━━━━━ EXERCISE MATERIALS

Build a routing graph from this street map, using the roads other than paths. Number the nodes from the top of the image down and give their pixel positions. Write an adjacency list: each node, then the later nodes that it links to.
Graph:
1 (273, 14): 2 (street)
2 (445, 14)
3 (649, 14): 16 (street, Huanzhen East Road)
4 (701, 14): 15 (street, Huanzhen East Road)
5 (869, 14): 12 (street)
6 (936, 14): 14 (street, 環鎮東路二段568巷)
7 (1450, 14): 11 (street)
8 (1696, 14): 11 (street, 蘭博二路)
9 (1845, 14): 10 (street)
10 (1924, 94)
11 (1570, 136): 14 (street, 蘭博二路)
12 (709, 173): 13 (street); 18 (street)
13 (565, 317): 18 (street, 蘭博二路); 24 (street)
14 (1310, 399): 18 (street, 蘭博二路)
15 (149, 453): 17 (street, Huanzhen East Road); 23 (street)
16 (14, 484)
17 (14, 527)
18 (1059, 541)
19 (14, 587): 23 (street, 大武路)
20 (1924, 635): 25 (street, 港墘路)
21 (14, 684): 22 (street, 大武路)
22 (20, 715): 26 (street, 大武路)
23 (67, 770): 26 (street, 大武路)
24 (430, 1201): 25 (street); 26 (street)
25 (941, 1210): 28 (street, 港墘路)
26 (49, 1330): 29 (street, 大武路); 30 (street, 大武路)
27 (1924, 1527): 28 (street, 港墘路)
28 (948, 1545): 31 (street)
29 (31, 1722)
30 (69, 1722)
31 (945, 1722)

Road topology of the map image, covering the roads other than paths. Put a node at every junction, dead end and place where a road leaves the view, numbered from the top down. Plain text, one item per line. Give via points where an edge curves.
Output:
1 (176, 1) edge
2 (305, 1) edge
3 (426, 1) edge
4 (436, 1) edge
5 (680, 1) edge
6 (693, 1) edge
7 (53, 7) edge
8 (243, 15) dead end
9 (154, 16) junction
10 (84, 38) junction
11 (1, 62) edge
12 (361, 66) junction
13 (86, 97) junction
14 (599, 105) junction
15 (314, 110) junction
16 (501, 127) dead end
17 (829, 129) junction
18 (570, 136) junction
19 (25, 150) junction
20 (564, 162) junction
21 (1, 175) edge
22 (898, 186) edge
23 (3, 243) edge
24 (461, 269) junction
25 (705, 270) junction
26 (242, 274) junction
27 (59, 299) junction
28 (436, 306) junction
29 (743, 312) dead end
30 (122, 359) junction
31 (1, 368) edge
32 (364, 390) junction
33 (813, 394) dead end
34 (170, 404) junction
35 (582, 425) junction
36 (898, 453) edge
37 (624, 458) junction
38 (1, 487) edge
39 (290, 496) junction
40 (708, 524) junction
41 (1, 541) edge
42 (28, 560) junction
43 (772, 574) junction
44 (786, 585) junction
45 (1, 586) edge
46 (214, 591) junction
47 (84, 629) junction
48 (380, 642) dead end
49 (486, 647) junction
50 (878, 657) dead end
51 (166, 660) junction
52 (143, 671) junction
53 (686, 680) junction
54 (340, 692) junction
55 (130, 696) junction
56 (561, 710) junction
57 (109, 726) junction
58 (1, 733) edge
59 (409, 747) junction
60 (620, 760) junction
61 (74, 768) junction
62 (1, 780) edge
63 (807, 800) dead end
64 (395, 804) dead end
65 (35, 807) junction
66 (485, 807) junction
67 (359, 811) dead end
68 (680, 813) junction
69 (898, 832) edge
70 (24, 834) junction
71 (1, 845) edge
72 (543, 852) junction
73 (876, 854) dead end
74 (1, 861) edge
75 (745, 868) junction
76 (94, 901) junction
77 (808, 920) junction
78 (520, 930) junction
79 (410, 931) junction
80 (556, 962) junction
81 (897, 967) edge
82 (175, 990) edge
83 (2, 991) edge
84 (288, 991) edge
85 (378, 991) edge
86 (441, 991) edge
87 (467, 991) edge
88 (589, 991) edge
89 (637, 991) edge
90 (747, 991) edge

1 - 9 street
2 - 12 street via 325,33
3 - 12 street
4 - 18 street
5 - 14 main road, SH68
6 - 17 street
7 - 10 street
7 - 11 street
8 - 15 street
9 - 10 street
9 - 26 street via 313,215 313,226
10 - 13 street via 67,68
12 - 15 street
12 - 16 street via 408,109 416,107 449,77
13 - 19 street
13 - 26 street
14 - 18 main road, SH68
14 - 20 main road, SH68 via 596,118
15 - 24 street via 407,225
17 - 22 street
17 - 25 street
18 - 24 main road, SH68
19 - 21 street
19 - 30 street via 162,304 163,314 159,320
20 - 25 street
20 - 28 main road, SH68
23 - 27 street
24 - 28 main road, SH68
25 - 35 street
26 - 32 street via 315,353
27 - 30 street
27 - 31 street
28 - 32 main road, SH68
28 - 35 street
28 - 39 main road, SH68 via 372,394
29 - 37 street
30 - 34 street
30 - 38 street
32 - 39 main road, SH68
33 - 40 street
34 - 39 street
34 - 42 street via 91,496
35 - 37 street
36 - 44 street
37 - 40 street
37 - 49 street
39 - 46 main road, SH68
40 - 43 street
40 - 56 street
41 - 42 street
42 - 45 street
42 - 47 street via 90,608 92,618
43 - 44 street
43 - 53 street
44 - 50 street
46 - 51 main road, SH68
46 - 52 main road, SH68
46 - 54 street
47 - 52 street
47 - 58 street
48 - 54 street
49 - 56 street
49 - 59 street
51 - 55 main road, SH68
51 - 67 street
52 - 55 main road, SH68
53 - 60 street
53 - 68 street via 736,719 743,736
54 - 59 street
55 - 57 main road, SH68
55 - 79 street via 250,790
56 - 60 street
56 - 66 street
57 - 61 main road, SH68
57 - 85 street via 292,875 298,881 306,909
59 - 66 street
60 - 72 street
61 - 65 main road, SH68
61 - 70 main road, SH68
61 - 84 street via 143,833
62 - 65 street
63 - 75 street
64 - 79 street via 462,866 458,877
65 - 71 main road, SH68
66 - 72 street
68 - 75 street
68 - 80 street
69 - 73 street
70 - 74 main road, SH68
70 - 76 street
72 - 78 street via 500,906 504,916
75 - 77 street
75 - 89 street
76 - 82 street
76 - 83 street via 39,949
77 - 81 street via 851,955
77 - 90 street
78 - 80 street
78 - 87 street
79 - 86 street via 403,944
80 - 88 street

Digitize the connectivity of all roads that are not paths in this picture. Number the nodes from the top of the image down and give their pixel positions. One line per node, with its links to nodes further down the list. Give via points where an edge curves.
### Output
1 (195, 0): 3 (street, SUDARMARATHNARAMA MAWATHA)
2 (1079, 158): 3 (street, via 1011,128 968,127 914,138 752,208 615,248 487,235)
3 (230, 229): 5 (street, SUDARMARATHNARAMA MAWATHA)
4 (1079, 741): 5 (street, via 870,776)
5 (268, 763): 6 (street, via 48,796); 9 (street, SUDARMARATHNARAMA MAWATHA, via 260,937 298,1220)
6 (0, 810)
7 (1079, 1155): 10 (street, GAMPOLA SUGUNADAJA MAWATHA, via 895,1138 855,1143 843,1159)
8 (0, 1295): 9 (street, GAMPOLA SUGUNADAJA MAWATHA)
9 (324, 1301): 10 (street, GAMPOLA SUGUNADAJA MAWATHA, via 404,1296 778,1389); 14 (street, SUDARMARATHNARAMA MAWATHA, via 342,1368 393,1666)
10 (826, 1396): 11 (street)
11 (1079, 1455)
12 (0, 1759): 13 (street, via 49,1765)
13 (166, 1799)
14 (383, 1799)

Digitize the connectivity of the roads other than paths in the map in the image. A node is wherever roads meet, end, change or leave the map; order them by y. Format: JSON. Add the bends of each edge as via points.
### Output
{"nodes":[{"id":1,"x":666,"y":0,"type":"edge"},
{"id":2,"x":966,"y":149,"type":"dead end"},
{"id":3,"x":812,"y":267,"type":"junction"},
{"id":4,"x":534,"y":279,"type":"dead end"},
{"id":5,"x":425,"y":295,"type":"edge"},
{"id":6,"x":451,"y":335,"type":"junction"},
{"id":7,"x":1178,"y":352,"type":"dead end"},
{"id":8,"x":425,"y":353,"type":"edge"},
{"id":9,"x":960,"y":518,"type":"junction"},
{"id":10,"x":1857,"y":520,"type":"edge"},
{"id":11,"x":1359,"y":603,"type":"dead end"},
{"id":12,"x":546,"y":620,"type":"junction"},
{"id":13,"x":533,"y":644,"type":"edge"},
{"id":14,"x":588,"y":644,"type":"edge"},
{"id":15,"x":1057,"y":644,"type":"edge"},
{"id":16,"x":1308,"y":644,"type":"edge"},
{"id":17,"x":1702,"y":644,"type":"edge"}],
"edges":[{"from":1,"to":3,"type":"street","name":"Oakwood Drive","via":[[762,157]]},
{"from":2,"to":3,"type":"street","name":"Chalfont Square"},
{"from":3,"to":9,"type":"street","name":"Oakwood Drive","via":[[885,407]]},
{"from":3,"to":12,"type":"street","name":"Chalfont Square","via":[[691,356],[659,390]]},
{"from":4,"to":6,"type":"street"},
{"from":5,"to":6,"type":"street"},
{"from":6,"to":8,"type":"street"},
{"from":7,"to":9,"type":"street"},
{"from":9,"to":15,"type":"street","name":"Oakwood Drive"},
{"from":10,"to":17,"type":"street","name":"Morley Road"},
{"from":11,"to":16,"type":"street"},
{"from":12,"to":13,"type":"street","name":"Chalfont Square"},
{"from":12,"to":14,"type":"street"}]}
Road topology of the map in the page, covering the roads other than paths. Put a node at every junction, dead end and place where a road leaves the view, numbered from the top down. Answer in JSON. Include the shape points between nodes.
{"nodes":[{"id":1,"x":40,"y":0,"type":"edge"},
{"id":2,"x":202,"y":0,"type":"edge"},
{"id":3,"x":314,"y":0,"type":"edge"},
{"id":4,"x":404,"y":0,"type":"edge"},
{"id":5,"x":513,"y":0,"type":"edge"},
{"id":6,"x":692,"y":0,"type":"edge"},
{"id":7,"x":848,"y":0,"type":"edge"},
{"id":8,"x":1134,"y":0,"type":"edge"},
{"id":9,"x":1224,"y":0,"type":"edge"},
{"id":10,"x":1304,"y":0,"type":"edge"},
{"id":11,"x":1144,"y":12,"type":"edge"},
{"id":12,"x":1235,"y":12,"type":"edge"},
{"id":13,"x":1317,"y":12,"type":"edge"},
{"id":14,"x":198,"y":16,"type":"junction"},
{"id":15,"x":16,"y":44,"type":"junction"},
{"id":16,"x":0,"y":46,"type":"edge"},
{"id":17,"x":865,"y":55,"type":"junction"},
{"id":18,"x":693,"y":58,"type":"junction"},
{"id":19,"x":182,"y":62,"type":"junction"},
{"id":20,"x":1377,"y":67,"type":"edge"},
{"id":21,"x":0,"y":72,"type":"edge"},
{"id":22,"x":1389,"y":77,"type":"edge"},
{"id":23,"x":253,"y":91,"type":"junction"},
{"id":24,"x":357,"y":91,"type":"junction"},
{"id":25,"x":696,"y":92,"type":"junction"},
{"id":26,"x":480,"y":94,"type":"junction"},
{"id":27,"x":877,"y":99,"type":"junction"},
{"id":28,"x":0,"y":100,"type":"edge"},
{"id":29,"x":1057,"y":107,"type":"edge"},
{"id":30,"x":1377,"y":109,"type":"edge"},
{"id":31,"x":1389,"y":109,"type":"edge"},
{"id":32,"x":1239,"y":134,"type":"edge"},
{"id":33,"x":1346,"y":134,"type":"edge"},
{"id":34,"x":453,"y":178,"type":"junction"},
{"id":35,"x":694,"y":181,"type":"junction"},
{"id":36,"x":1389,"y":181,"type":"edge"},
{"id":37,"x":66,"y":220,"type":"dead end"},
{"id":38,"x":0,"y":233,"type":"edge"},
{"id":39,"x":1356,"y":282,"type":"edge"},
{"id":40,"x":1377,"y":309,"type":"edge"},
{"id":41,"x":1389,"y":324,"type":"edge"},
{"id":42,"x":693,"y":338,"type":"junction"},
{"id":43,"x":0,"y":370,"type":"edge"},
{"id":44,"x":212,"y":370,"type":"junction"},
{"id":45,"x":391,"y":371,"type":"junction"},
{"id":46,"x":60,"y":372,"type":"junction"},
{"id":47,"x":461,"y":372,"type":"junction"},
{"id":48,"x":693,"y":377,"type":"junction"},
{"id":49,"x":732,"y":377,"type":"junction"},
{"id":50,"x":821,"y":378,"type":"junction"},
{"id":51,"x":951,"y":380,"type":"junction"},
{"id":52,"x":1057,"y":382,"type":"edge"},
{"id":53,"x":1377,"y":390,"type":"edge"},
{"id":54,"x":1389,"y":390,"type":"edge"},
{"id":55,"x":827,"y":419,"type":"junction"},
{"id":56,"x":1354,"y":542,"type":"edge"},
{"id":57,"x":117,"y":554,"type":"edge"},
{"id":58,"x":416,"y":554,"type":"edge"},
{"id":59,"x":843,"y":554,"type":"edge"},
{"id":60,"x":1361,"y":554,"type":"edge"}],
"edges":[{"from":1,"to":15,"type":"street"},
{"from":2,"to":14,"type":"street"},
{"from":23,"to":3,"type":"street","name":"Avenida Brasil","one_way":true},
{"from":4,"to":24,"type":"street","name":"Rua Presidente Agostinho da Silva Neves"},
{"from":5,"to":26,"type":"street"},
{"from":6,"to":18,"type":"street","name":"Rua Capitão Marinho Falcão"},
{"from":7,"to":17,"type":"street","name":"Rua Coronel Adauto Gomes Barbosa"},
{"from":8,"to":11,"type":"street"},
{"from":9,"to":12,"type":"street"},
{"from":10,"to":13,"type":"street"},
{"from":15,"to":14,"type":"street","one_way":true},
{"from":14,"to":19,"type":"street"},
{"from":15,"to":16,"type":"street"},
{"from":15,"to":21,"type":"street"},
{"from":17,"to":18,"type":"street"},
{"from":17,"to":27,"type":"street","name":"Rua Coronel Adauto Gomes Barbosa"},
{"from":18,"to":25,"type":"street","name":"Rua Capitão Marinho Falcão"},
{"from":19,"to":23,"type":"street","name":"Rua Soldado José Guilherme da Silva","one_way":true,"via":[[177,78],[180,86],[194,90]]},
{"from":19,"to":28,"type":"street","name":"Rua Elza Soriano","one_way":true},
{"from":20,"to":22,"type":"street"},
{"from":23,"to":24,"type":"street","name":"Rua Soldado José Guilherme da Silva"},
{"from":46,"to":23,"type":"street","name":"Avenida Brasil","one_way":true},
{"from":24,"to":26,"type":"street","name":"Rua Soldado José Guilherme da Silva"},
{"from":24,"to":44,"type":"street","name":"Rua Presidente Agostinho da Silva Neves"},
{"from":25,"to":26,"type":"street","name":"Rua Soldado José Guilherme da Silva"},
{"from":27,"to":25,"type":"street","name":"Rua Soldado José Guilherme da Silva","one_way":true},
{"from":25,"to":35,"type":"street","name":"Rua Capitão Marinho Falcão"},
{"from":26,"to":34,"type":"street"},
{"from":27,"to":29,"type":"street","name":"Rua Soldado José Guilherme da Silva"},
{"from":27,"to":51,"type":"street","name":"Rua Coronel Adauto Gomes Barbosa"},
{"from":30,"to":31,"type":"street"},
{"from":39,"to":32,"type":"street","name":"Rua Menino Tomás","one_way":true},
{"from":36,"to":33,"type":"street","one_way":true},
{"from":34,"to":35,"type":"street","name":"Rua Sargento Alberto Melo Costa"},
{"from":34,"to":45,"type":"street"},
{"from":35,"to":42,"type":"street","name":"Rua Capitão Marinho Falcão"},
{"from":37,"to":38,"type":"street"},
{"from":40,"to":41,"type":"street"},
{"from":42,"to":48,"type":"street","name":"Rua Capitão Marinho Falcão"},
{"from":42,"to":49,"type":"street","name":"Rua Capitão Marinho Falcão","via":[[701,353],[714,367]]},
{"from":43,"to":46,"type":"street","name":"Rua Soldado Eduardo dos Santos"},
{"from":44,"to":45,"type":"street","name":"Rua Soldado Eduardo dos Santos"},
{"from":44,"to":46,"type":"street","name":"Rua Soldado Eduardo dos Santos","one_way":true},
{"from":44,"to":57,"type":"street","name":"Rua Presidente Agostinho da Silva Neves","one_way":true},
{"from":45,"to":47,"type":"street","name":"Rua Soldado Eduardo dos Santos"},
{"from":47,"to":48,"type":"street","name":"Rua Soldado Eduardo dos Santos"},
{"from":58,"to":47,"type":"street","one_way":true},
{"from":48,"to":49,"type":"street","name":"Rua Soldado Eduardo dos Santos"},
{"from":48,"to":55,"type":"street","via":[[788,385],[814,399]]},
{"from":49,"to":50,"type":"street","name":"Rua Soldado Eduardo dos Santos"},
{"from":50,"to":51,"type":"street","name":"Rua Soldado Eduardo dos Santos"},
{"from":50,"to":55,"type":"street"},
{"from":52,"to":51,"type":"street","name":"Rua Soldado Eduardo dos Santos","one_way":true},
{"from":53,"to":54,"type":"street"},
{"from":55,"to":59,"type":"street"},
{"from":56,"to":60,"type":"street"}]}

━━━━━━━━━━

- REQUIRED WORK: Write out again, exactly, the lines from the start of the entries up to and including the one with "Road topology of the map image, covering". Nothing else belongs in the reply.

- ANSWER TO THE EXERCISE:
Build a routing graph from this street map, using the roads other than paths. Number the nodes from the top of the image down and give their pixel positions. Write an adjacency list: each node, then the later nodes that it links to.
Graph:
1 (273, 14): 2 (street)
2 (445, 14)
3 (649, 14): 16 (street, Huanzhen East Road)
4 (701, 14): 15 (street, Huanzhen East Road)
5 (869, 14): 12 (street)
6 (936, 14): 14 (street, 環鎮東路二段568巷)
7 (1450, 14): 11 (street)
8 (1696, 14): 11 (street, 蘭博二路)
9 (1845, 14): 10 (street)
10 (1924, 94)
11 (1570, 136): 14 (street, 蘭博二路)
12 (709, 173): 13 (street); 18 (street)
13 (565, 317): 18 (street, 蘭博二路); 24 (street)
14 (1310, 399): 18 (street, 蘭博二路)
15 (149, 453): 17 (street, Huanzhen East Road); 23 (street)
16 (14, 484)
17 (14, 527)
18 (1059, 541)
19 (14, 587): 23 (street, 大武路)
20 (1924, 635): 25 (street, 港墘路)
21 (14, 684): 22 (street, 大武路)
22 (20, 715): 26 (street, 大武路)
23 (67, 770): 26 (street, 大武路)
24 (430, 1201): 25 (street); 26 (street)
25 (941, 1210): 28 (street, 港墘路)
26 (49, 1330): 29 (street, 大武路); 30 (street, 大武路)
27 (1924, 1527): 28 (street, 港墘路)
28 (948, 1545): 31 (street)
29 (31, 1722)
30 (69, 1722)
31 (945, 1722)

Road topology of the map image, covering the roads other than paths. Put a node at every junction, dead end and place where a road leaves the view, numbered from the top down. Plain text, one item per line. Give via points where an edge curves.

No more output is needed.